▶ _WHAT THE TASK ASKS_: Below are the records; copy each line in which "ЗЕЛЕНА" occurs.

◆ ◆ ◆

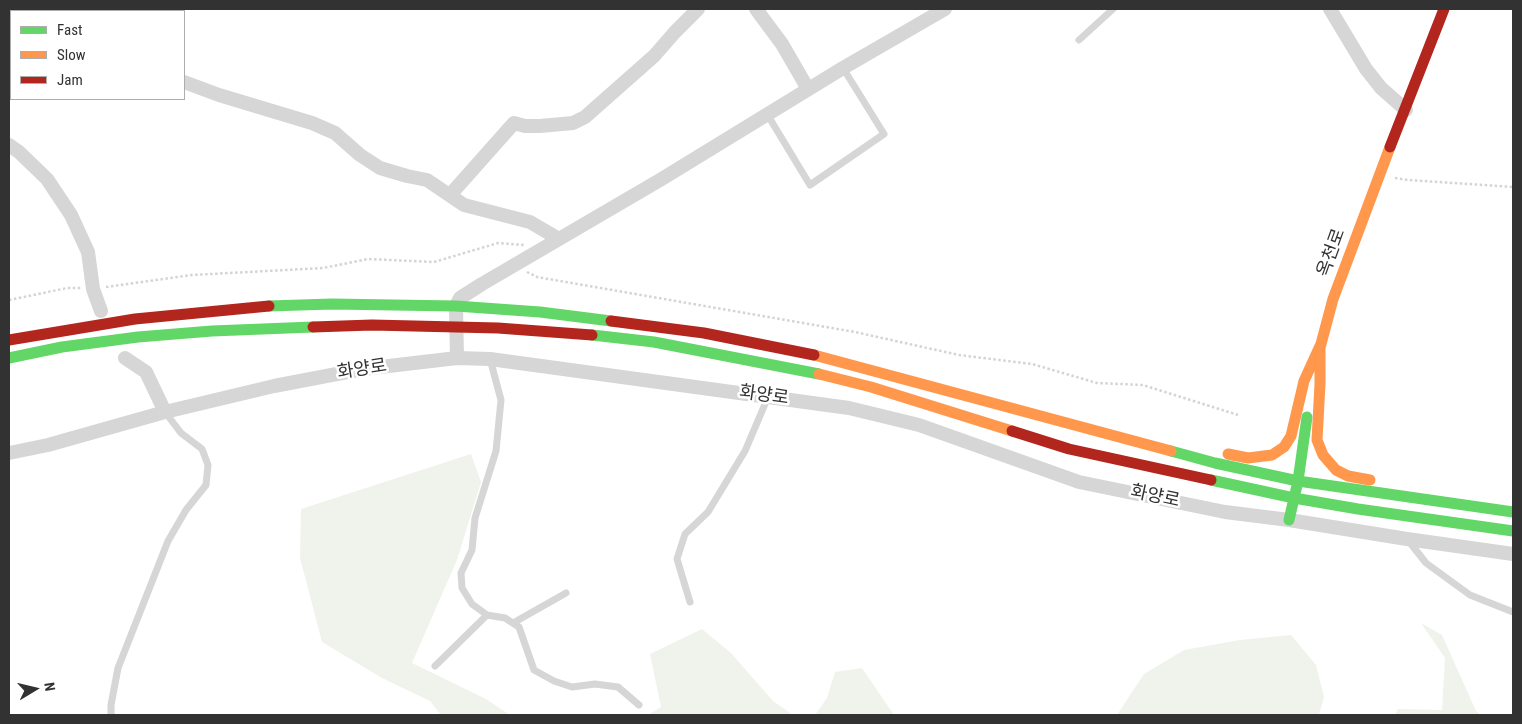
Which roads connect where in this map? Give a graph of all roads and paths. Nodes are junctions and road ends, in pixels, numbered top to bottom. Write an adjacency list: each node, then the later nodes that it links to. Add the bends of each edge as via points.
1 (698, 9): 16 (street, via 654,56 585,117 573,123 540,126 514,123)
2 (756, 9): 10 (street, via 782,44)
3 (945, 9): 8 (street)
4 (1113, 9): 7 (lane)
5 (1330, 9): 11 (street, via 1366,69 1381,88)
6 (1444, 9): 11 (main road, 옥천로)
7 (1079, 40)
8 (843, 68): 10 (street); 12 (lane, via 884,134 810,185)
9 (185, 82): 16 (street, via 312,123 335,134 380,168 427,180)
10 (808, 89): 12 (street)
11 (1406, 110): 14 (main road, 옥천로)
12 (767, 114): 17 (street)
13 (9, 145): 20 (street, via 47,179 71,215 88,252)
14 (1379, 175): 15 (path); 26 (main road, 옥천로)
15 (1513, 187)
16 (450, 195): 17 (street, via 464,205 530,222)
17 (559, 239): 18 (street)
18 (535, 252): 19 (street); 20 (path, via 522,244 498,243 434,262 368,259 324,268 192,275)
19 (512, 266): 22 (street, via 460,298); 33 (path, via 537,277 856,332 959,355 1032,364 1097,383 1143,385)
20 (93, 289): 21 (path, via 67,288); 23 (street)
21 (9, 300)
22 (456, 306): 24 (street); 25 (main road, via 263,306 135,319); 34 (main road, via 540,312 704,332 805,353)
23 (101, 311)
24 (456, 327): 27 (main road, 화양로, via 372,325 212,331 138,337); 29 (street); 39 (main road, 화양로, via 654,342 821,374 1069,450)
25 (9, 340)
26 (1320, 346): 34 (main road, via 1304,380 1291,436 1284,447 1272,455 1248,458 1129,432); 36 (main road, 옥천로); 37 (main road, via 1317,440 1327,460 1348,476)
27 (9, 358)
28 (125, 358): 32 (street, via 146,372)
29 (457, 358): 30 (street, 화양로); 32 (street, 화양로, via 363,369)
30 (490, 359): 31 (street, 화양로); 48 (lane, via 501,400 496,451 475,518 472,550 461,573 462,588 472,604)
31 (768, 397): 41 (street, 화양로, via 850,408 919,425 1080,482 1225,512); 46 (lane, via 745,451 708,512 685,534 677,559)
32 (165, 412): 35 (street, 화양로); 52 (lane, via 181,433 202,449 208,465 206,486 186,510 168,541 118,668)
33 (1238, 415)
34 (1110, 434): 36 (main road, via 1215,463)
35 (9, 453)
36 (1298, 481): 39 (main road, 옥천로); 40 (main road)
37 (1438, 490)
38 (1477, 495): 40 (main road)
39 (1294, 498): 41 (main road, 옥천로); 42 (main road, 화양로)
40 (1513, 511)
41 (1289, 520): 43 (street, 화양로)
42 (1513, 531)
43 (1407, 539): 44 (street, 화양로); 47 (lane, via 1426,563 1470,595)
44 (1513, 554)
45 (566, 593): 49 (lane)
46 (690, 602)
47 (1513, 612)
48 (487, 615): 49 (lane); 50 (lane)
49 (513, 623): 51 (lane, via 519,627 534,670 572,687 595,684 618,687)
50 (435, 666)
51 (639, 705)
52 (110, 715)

◆ ◆ ◆

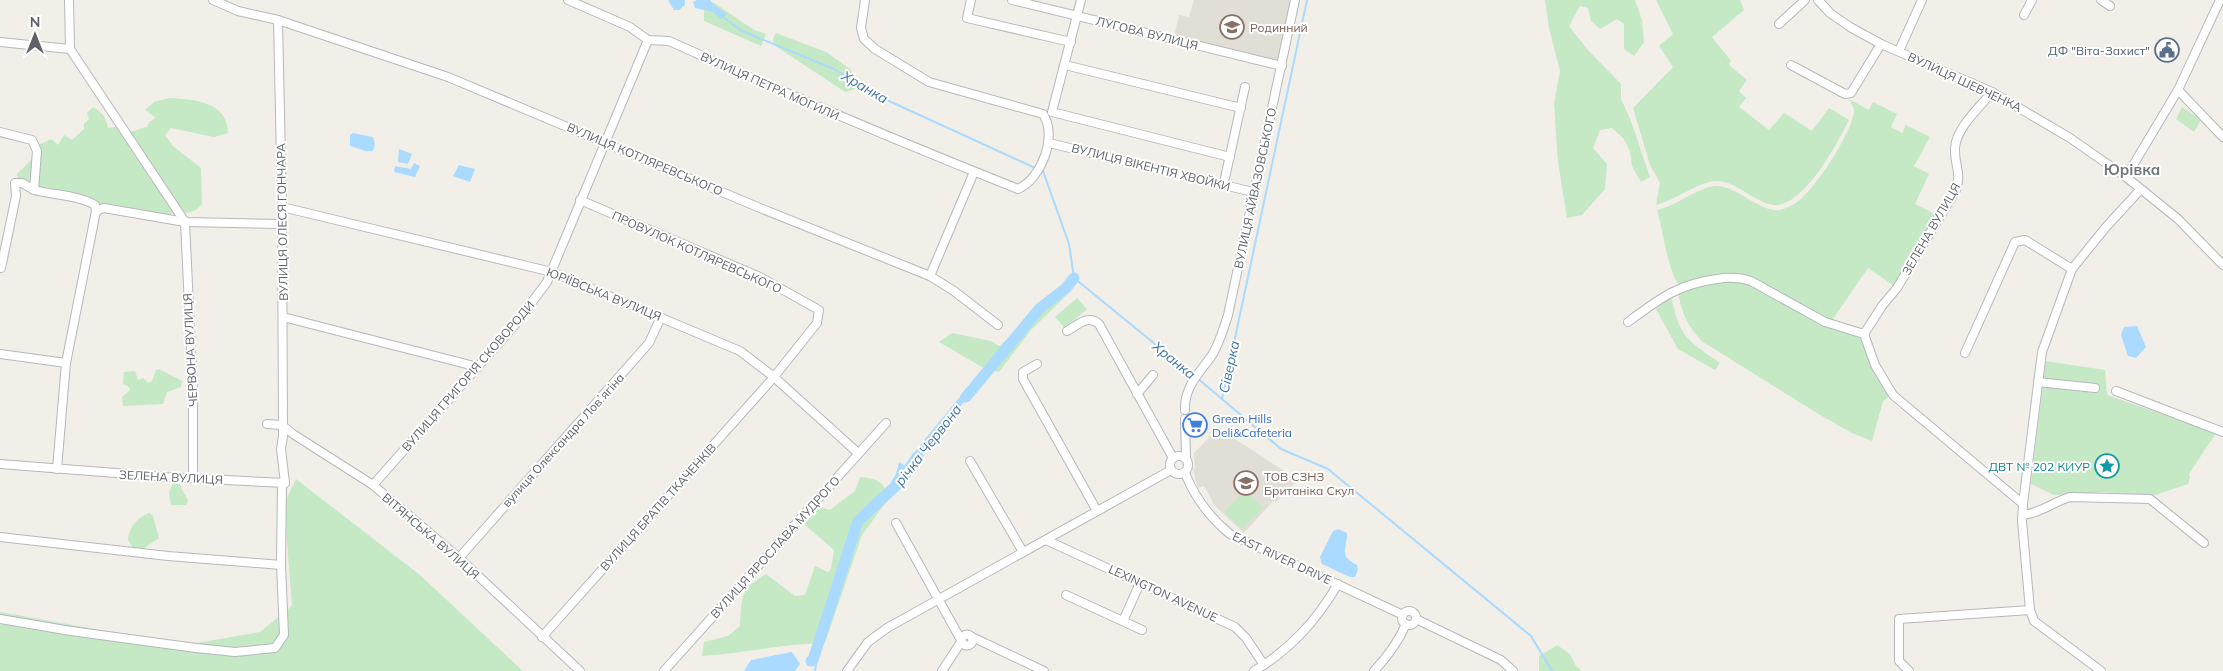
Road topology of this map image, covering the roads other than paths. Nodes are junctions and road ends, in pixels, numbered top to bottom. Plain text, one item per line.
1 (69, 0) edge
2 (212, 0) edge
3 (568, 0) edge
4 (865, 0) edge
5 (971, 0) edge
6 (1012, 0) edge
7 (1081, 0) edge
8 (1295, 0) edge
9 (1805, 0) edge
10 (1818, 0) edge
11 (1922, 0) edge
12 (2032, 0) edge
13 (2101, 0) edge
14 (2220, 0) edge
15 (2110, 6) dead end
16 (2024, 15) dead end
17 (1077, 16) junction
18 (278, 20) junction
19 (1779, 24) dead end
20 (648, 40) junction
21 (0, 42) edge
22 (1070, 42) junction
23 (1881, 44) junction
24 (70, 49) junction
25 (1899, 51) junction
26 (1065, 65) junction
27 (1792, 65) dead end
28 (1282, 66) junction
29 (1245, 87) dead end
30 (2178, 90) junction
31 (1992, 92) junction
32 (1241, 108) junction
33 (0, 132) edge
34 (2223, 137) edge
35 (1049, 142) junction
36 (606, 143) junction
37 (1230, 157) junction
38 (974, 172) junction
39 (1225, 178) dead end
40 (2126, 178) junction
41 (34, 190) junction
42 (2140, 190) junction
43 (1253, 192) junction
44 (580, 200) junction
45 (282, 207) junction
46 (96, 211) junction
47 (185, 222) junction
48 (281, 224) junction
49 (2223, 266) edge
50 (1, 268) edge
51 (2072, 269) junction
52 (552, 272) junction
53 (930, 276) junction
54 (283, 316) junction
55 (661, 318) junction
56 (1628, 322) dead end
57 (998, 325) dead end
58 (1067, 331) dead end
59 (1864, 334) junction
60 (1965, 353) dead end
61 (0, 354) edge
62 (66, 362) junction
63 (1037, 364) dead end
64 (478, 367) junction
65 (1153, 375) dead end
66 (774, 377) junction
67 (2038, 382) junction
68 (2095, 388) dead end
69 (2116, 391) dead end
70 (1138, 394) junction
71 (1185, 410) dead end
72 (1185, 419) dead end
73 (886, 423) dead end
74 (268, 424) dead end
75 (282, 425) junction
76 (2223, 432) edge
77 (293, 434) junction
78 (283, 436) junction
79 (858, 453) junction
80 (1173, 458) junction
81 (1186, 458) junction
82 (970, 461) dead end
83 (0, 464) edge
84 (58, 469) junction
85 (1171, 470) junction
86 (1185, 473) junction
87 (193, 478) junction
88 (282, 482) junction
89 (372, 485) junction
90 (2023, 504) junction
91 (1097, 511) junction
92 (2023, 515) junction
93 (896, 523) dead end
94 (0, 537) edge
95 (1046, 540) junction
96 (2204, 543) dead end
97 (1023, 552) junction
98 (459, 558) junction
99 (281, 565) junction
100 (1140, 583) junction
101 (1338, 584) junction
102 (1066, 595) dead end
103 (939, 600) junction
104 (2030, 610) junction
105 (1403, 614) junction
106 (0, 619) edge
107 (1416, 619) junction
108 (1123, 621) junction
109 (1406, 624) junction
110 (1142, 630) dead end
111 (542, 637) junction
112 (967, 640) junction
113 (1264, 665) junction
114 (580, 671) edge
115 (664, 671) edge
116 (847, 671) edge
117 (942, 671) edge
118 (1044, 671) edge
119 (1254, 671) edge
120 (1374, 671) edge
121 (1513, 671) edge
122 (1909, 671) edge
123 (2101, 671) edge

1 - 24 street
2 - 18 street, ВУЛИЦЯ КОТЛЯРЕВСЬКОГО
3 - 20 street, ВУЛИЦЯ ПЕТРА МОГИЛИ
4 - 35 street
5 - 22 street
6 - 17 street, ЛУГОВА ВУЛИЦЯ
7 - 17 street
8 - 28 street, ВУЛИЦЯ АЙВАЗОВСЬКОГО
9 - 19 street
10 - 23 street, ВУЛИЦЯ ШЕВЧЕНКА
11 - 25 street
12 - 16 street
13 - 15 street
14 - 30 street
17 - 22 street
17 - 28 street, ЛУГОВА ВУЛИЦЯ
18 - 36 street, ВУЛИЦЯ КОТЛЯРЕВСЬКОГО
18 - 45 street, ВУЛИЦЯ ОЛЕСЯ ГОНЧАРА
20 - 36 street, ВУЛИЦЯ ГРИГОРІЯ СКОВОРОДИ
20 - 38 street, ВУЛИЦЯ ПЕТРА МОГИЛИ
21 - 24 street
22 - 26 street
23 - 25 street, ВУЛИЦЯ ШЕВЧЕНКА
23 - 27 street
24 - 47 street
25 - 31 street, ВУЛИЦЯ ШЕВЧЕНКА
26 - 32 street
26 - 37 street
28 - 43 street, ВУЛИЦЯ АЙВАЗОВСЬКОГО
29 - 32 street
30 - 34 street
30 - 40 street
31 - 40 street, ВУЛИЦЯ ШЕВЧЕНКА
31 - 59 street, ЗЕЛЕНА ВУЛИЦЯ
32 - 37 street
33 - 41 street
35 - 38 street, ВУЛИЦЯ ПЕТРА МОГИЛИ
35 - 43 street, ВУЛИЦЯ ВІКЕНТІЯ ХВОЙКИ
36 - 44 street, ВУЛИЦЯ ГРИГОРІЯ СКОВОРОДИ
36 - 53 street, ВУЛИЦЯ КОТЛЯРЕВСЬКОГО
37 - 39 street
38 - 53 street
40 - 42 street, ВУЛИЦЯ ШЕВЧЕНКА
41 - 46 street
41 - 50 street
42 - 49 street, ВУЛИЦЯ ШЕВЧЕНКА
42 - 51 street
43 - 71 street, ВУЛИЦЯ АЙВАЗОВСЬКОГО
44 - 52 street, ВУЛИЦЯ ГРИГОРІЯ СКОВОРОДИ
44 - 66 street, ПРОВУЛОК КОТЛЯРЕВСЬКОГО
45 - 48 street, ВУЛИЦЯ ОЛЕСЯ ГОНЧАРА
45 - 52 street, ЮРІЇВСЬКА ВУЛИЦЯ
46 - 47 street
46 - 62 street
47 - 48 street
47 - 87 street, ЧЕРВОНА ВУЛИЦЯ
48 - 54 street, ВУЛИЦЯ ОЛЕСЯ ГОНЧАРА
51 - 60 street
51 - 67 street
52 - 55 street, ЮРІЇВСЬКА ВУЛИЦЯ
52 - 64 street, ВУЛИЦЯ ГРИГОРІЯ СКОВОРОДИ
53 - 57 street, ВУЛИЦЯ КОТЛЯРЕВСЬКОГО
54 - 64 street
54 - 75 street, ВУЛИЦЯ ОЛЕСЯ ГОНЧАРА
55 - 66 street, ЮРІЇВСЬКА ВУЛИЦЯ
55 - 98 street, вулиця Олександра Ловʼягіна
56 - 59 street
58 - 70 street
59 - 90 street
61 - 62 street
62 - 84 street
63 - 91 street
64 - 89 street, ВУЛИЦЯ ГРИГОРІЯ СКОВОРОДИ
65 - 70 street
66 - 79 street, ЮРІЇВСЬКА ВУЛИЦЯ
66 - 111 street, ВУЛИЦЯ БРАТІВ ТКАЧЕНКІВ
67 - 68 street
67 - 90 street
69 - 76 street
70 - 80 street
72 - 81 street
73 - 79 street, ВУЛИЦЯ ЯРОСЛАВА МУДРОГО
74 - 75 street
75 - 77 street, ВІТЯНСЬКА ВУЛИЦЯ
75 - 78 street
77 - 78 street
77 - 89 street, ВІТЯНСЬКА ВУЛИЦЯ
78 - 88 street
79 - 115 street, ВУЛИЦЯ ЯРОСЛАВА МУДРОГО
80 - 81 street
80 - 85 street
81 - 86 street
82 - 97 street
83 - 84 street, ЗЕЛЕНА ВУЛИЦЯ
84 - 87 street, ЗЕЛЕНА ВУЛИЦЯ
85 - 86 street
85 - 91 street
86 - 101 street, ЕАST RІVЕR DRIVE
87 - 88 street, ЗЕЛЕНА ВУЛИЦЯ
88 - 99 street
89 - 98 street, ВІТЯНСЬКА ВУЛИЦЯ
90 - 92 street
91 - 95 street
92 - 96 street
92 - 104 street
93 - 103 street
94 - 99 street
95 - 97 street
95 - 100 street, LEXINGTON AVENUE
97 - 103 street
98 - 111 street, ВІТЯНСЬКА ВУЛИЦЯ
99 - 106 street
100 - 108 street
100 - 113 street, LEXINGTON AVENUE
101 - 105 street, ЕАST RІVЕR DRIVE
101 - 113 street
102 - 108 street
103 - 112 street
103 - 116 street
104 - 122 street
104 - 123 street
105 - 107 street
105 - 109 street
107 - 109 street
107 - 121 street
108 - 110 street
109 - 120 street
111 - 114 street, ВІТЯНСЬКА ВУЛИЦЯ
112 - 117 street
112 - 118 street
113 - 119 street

◆ ◆ ◆

▶ _WRITTEN REPLY_:
31 - 59 street, ЗЕЛЕНА ВУЛИЦЯ
83 - 84 street, ЗЕЛЕНА ВУЛИЦЯ
84 - 87 street, ЗЕЛЕНА ВУЛИЦЯ
87 - 88 street, ЗЕЛЕНА ВУЛИЦЯ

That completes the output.